Add IFIR in retrieval dataset. #2682

SighingSnow · 2025-05-09T12:26:20Z

Code Quality

Code Formatted: Format the code using make lint to maintain consistent style.

Documentation

Updated Documentation: Add or update documentation to reflect the changes introduced in this PR.

Testing

New Tests Added: Write tests to cover new functionality. Validate with make test-with-coverage.
Tests Passed: Run tests locally using make test or make test-with-coverage to ensure no existing functionality is broken.

Adding datasets checklist

Reason for dataset addition: ...

I have run the following models on the task (adding the results to the pr). These can be run using the mteb -m {model_name} -t {task_name} command.
- sentence-transformers/paraphrase-multilingual-MiniLM-L12-v2
- intfloat/multilingual-e5-small
I have checked that the performance is neither trivial (both models gain close to perfect scores) nor random (both models gain close to random scores).
If the dataset is too big (e.g. >2048 examples), considering using self.stratified_subsampling() under dataset_transform()
I have filled out the metadata object in the dataset file (find documentation on it here).
Run tests locally to make sure nothing is broken using make test.
Run the formatter to format the code using make lint.
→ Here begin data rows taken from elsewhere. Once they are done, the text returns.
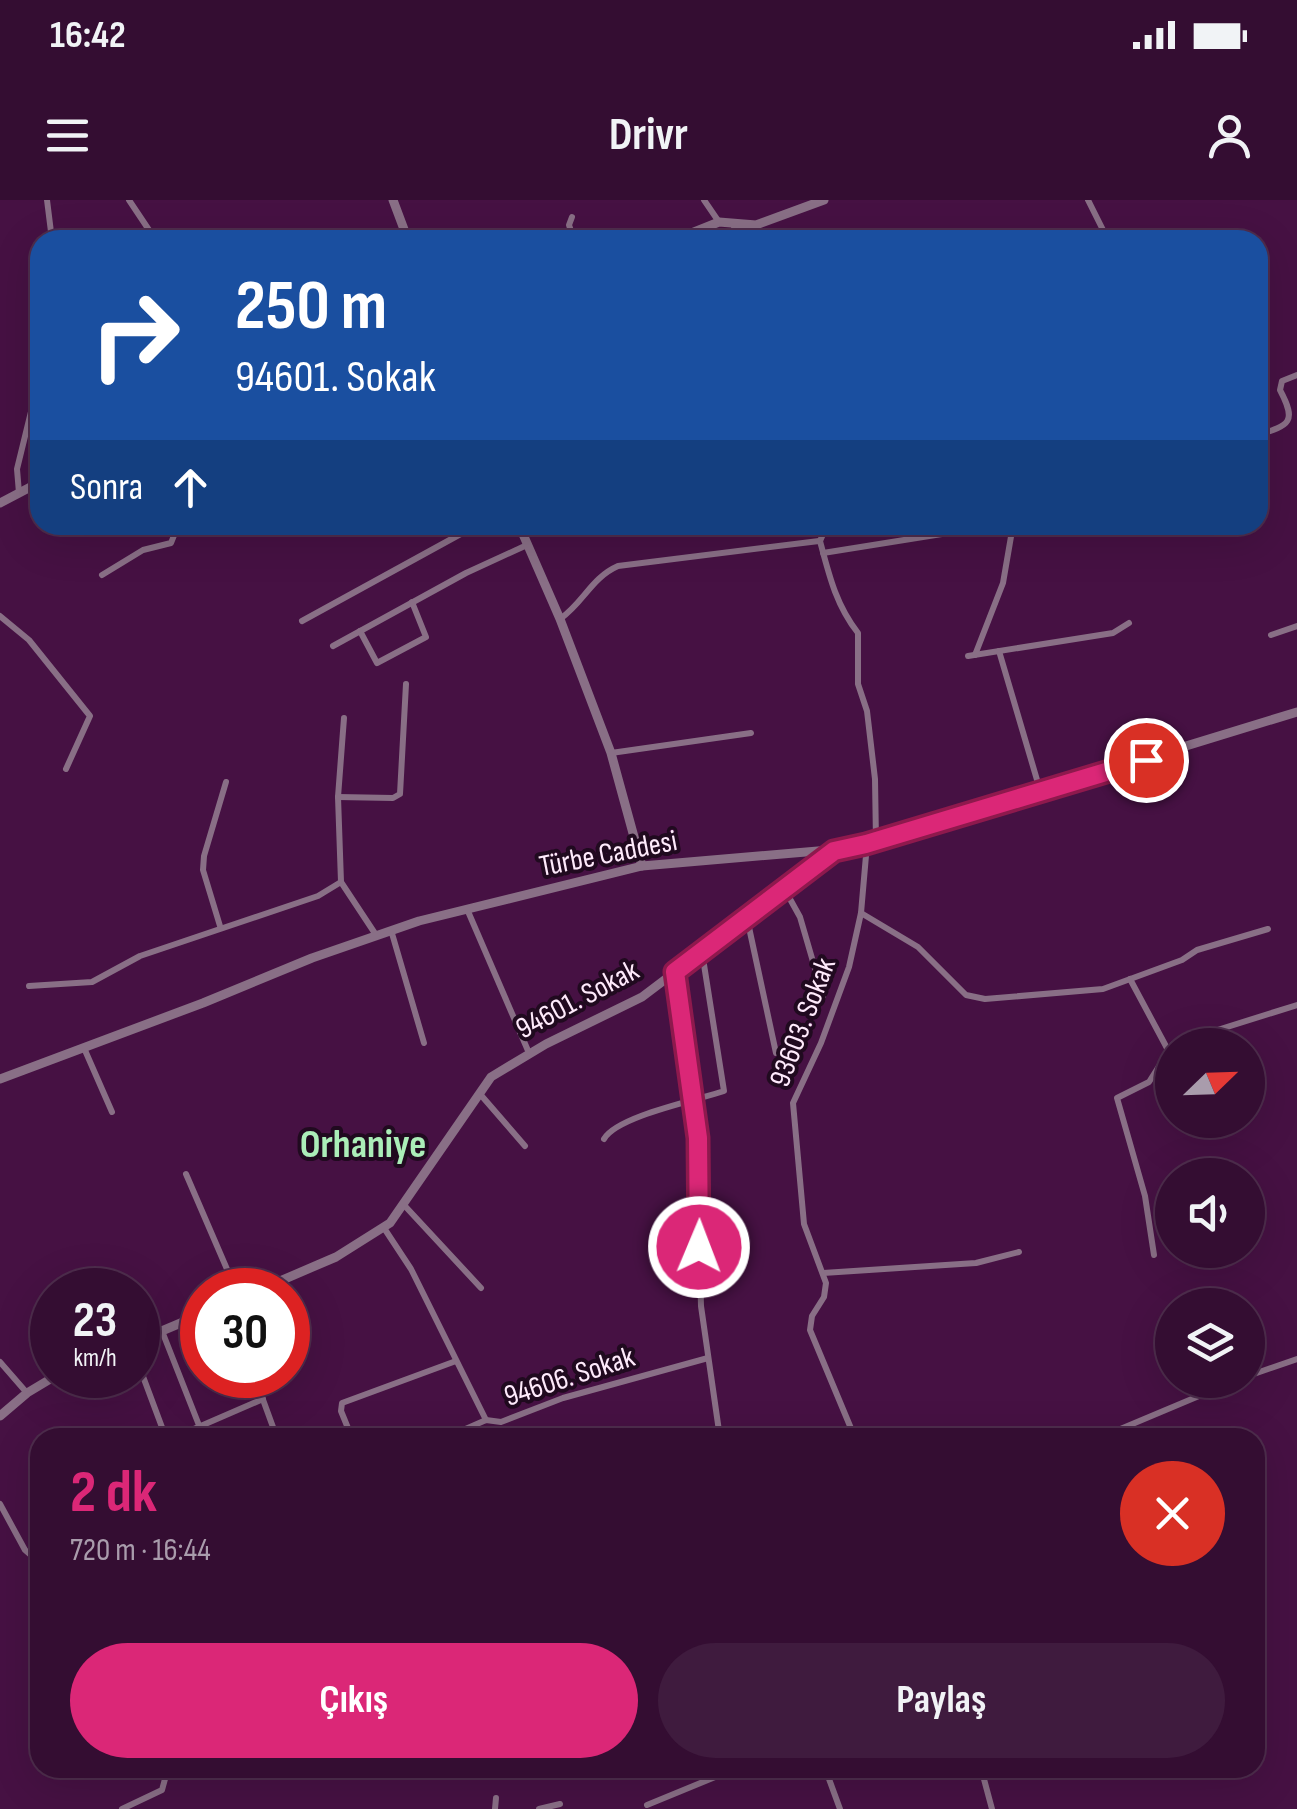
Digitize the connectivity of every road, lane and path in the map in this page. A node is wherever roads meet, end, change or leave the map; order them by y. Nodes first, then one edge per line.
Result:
1 (47, 200) edge
2 (129, 200) edge
3 (393, 200) edge
4 (704, 200) edge
5 (824, 200) edge
6 (1088, 200) edge
7 (572, 217) dead end
8 (719, 222) junction
9 (732, 223) junction
10 (51, 230) edge
11 (149, 230) edge
12 (404, 230) edge
13 (571, 230) edge
14 (699, 230) edge
15 (735, 230) edge
16 (1103, 230) edge
17 (1297, 375) edge
18 (30, 418) edge
19 (1268, 432) edge
20 (30, 487) edge
21 (19, 493) junction
22 (0, 503) edge
23 (174, 535) edge
24 (459, 535) edge
25 (522, 535) edge
26 (823, 535) edge
27 (936, 535) edge
28 (1012, 535) edge
29 (820, 542) junction
30 (527, 546) junction
31 (823, 553) junction
32 (102, 575) dead end
33 (412, 602) junction
34 (0, 616) edge
35 (560, 619) junction
36 (302, 621) dead end
37 (1129, 623) dead end
38 (1297, 626) edge
39 (360, 630) junction
40 (1272, 636) dead end
41 (333, 646) dead end
42 (1000, 651) junction
43 (406, 684) dead end
44 (1297, 712) edge
45 (344, 718) dead end
46 (751, 734) dead end
47 (611, 753) junction
48 (66, 770) dead end
49 (226, 782) dead end
50 (1040, 790) junction
51 (338, 797) junction
52 (871, 843) junction
53 (834, 851) junction
54 (642, 866) junction
55 (341, 882) junction
56 (784, 890) junction
57 (467, 910) junction
58 (861, 914) junction
59 (747, 917) junction
60 (220, 926) junction
61 (1268, 929) dead end
62 (391, 930) junction
63 (376, 936) junction
64 (702, 952) junction
65 (675, 972) junction
66 (1130, 979) junction
67 (28, 986) dead end
68 (822, 996) dead end
69 (1297, 1005) edge
70 (1157, 1028) edge
71 (1224, 1028) edge
72 (424, 1043) dead end
73 (84, 1048) junction
74 (529, 1054) junction
75 (776, 1054) dead end
76 (1155, 1072) edge
77 (0, 1079) edge
78 (478, 1092) junction
79 (693, 1098) junction
80 (112, 1112) dead end
81 (604, 1139) dead end
82 (525, 1146) dead end
83 (186, 1174) dead end
84 (404, 1205) junction
85 (384, 1228) junction
86 (1018, 1252) dead end
87 (1154, 1255) dead end
88 (227, 1268) edge
89 (310, 1269) edge
90 (823, 1273) junction
91 (481, 1288) dead end
92 (180, 1323) edge
93 (162, 1331) joint
94 (708, 1358) junction
95 (1297, 1360) edge
96 (457, 1361) junction
97 (0, 1362) edge
98 (1265, 1370) edge
99 (30, 1391) edge
100 (27, 1393) junction
101 (152, 1398) edge
102 (1194, 1398) edge
103 (263, 1399) joint
104 (0, 1416) edge
105 (486, 1420) junction
106 (200, 1426) junction
107 (165, 1428) edge
108 (195, 1428) edge
109 (273, 1428) edge
110 (348, 1428) edge
111 (468, 1428) edge
112 (718, 1428) edge
113 (851, 1428) edge
114 (1123, 1428) edge
115 (0, 1504) edge
116 (30, 1555) edge
117 (165, 1778) edge
118 (713, 1778) edge
119 (829, 1778) edge
120 (984, 1778) edge
121 (496, 1798) dead end
122 (560, 1804) dead end
123 (647, 1805) dead end
124 (125, 1807) edge
125 (496, 1809) edge
126 (539, 1809) edge
127 (840, 1809) edge
128 (992, 1809) edge

1 - 10 street
2 - 11 street
3 - 12 street
4 - 8 street
5 - 9 street
6 - 16 street
7 - 13 street
8 - 9 street
8 - 14 street
9 - 15 street
17 - 19 street
18 - 21 street
20 - 21 street
21 - 22 street
23 - 32 street
24 - 36 street
25 - 30 street
26 - 29 street
27 - 31 street
28 - 42 street
29 - 31 street, 93603. Sokak
29 - 35 street
30 - 33 street
30 - 35 street
31 - 52 street, 93603. Sokak
33 - 39 street
33 - 39 street
34 - 48 street
35 - 47 street
37 - 42 street
38 - 40 street
39 - 41 street
42 - 50 street
43 - 51 street
44 - 50 street, Türbe Caddesi
45 - 51 street
46 - 47 street
47 - 54 street
49 - 60 street
50 - 52 street, Türbe Caddesi
51 - 55 street
52 - 53 street, Türbe Caddesi
52 - 58 street, 93603. Sokak
53 - 54 street, Türbe Caddesi
53 - 56 street, 94601. Sokak
54 - 57 street, Türbe Caddesi
55 - 60 street
55 - 63 street
56 - 59 street, 94601. Sokak
56 - 68 street
57 - 62 street, Türbe Caddesi
57 - 74 street
58 - 66 street
58 - 90 street, 93603. Sokak
59 - 64 street, 94601. Sokak
59 - 75 street
60 - 67 street
61 - 66 street
62 - 63 street, Türbe Caddesi
62 - 72 street
63 - 73 street, Türbe Caddesi
64 - 65 street, 94601. Sokak
64 - 79 street
65 - 74 street, 94601. Sokak
65 - 79 street
66 - 70 street
69 - 71 street
73 - 77 street, Türbe Caddesi
73 - 80 street
74 - 78 street, 94601. Sokak
76 - 87 street
78 - 82 street
78 - 84 street, 94601. Sokak
79 - 81 street
79 - 94 street
83 - 88 street
84 - 85 street, 94601. Sokak
84 - 91 street
85 - 89 street, 94601. Sokak
85 - 96 street
86 - 90 street
90 - 113 street
92 - 93 street
93 - 106 street
94 - 105 street, 94606. Sokak
94 - 112 street
95 - 98 street
96 - 105 street
96 - 110 street
97 - 100 street
99 - 100 street
100 - 104 street
101 - 107 street
102 - 114 street
103 - 106 street
103 - 109 street
105 - 111 street, 94606. Sokak
106 - 108 street
115 - 116 street
117 - 124 street
118 - 123 street
119 - 127 street
120 - 128 street
121 - 125 street
122 - 126 street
Samoed · 2025-05-09T12:32:55Z

mteb/tasks/Retrieval/eng/IFRetrieval.py

+DOMAINS = [
+    "fiqa",
+    "nfcorpus",
+    "scifact_open",
+    "aila",
+    "fire",
+    "pm",
+    "cds"
+]
+
+DOMAINS_langs = {split: ["eng"] for split in DOMAINS}
+
+
+def load_ifir_data(
+    self,
+    path: str,
+    domains: list,
+    eval_splits: list,
+    cache_dir: str | None = None,
+    revision: str | None = None,
+):
+    corpus = {domain: {split: None for split in eval_splits} for domain in DOMAINS}
+    queries = {domain: {split: None for split in eval_splits} for domain in DOMAINS}
+    relevant_docs = {
+        domain: {split: None for split in eval_splits} for domain in DOMAINS
+    }
+
+    for domain in domains:
+        domain_corpus = datasets.load_dataset(
+            path, "corpus", split=domain, cache_dir=cache_dir, revision=revision
+        )
+        domain_queries = datasets.load_dataset(
+            path, "queries", split=domain, cache_dir=cache_dir, revision=revision
+        )
+        qrels = datasets.load_dataset(
+            path, "qrels", split=domain, cache_dir=cache_dir, revision=revision
+        )
+        corpus[domain]["test"] = {
+            e["_id"]: {"text": e["text"]} for e in domain_corpus
+        }
+        queries[domain]["test"] = {
+            e["_id"]: e["text"] for e in domain_queries
+        }
+        relevant_docs[domain]["test"] = {}
+
+        for e in qrels:
+            qid = e["query-id"]
+            doc_id = e["doc-id"]
+            if qid not in relevant_docs[domain]["test"]:
+                relevant_docs[domain]["test"][qid] = defaultdict(dict)
+            relevant_docs[domain]["test"][qid].update({doc_id: 1})
+
+    corpus = datasets.DatasetDict(corpus)
+    queries = datasets.DatasetDict(queries)
+    relevant_docs = datasets.DatasetDict(relevant_docs)
+    return corpus, queries, relevant_docs
+
+
+def load_data(self, **kwargs):
+    if self.data_loaded:
+        return
+
+    self.corpus, self.queries, self.relevant_docs = self.load_ifir_data(
+        path=self.metadata_dict["dataset"]["path"],
+        domains=DOMAINS,
+        eval_splits=self.metadata_dict["eval_splits"],
+        cache_dir=kwargs.get("cache_dir", None),
+        revision=self.metadata_dict["dataset"]["revision"],
+    )
+    self.data_loaded = True


Can you move functions to the class? I think you've copied them from BrightRetrieval, that have this structure because it has 2 different tasks from same repo

Yes, no problem.

Samoed · 2025-05-09T12:35:33Z

mteb/tasks/Retrieval/eng/IFRetrieval.py

+DOMAINS = [
+    "fiqa",
+    "nfcorpus",
+    "scifact_open",
+    "aila",
+    "fire",
+    "pm",
+    "cds"
+]


Any difference from our implementation of

https://huggingface.co/datasets/mteb/fiqa

https://huggingface.co/datasets/mteb/nfcorpus

https://huggingface.co/datasets/mteb/scifact

https://huggingface.co/datasets/mteb/AILA_statutes https://huggingface.co/datasets/mteb/AILA_casedocs

Technically, the implementation is the same.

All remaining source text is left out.